Há quando tempo está na arbitragem?

Comecei a carreira em 2004. Estou há aproximadamente 20 anos a fazer arbitragem. Já é uma trajectória.

 

Tem boas recordações na arbitragem?

Durante a minha carreira já estive presente em quase todas as competições do futebol Mundial. Isto é histórico. Se formos ao livro da FIFA, o meu nome está lá como participante de uma final do Mundial de Clubes, em 2016. É histórico e é possível que  haja mais árbitros angolanos a fazerem história e a elevarem cada vez mais o nome deAngola. Quando estamos fora do país, quase ninguém chama por nós pelo nome. Somos chamados por Angola. Já participei em finais da Cosafa, de mundiais de clubes e muito mais. São muitas competições. E o nome que ficou é do país. É preciso valorizar mais todos aqueles que  dão o seu melhor pelo país. É para dizer que se eu consegui chegar lá, outros colegas angolanos já passaram por lá, como é o caso do Inácio Cândido, que já participou em várias competições, à semelhança do Hélder Martins. Mas precisamos de mais atenção. 

 

Acha que a arbitragem angolana está a evoluir?

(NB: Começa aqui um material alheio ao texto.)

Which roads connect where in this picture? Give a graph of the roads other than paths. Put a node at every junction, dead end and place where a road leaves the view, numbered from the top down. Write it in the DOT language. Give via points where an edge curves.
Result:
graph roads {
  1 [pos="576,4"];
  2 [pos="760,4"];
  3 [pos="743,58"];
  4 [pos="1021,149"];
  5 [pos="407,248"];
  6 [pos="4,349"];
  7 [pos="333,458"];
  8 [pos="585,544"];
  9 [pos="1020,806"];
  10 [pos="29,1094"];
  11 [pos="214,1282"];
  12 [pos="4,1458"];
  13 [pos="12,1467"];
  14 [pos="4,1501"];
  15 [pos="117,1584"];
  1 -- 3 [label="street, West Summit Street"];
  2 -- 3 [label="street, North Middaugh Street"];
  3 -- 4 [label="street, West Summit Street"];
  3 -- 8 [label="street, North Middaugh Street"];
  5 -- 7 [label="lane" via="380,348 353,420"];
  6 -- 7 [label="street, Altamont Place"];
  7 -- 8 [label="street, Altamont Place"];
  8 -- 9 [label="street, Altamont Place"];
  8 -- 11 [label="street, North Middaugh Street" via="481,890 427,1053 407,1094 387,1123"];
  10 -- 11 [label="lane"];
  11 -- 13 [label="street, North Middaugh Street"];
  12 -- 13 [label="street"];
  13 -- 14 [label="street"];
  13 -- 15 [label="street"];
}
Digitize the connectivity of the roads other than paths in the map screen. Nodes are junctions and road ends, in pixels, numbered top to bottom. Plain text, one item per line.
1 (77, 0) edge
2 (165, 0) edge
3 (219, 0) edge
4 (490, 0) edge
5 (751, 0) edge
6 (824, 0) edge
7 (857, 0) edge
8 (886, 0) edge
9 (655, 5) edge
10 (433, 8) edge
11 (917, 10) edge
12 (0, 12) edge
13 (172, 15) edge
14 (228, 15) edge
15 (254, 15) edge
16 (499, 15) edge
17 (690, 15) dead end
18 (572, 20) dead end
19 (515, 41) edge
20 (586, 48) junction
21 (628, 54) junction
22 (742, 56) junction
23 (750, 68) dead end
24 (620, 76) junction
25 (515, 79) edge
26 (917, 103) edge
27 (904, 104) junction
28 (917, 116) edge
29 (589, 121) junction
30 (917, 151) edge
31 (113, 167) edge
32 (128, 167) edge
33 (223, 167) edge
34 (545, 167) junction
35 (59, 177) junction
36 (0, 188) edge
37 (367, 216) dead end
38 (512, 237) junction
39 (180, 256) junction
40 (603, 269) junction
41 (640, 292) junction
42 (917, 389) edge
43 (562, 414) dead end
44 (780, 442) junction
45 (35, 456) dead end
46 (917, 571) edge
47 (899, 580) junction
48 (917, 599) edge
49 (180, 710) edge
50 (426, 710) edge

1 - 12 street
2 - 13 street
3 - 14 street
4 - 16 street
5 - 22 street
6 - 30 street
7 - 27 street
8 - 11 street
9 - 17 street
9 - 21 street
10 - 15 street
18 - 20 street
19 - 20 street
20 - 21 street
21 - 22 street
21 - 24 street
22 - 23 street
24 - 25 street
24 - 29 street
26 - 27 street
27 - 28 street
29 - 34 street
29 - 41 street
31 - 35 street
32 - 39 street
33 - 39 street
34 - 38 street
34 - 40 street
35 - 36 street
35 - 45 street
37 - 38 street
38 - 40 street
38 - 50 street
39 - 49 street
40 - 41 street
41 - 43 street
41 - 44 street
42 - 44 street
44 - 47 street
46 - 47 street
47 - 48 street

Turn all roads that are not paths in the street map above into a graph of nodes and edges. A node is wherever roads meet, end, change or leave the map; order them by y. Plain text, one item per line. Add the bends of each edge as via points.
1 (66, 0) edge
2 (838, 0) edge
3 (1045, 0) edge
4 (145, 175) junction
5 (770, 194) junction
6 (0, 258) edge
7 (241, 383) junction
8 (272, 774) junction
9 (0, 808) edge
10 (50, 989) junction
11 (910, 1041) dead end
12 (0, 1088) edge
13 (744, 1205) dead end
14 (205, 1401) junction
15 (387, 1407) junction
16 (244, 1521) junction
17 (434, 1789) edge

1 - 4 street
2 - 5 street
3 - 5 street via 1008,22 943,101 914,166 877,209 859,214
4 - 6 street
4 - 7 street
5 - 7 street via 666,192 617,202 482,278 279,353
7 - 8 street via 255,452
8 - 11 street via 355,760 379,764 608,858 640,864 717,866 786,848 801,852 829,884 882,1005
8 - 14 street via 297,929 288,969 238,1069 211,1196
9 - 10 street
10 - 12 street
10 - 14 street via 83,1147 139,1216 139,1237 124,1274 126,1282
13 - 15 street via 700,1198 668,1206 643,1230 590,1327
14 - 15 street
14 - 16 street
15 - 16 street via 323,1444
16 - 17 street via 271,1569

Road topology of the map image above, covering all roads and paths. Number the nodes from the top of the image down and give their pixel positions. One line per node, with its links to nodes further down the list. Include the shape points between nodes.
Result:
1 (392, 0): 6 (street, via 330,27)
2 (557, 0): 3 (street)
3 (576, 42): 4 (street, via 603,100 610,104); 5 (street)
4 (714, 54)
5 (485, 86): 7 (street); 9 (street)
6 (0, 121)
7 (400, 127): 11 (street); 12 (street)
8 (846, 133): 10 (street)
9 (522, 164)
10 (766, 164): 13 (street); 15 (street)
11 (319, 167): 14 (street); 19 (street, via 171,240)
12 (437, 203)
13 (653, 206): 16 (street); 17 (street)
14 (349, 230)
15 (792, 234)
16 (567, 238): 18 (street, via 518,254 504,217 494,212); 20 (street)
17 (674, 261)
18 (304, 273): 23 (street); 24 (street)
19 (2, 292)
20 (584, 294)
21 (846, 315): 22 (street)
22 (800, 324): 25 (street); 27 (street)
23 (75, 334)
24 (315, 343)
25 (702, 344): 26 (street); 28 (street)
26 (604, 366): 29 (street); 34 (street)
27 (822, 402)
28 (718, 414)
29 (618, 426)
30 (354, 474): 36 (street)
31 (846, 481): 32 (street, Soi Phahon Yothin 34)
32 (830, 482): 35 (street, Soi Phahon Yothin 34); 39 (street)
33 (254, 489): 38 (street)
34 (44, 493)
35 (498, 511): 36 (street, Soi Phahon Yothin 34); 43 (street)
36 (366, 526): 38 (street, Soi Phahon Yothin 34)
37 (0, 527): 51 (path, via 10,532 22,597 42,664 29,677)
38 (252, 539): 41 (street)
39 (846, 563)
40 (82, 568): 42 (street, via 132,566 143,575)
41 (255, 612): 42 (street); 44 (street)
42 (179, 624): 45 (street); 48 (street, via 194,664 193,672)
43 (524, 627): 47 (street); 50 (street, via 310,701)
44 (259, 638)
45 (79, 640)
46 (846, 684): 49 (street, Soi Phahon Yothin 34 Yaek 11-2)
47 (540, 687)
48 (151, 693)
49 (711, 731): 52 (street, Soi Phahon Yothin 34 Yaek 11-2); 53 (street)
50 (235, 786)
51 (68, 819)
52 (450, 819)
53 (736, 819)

Sem dúvidas. Estamos a entrar numa fase em que daqui a mais cinco ou sete anos só trios é que vão ter a possibilidade de apitar e se nós não pensarmos num trio angolano, futuramente não teremos presenças nessas competições. É meio complicado. Temos que começar a levar as coisas mais a sério.

 

Fale-nos dos seus dias finais de preparação para o Mundial?

Os 10 dias que antecedem à  prova são os mais difíceis, porque vamos fazer análises, exames e testes físicos. Tudo isso é que vai determinar a nossa indicação para os jogos. Tenho pouco menos de 20 dias de preparação e agradeço a todos que estiveram comigo  durante este período, desde o Governo da Huíla, o Gabinete Provincial da Educação e os gestores dos campos da Nossa Senhora do Monte, Ferroviário da Huíla, Benfica e toda a minha família, esposa e filhas, de quem tive todo o apoio, bem como o povo angolano  que sempre me deu forças para continuar a trabalhar. O meu muito obrigado. Devo  reconhecer que com esse apoio do público não tenho como não realizar um bom  trabalho. Estou focado no trabalho que vou exercer.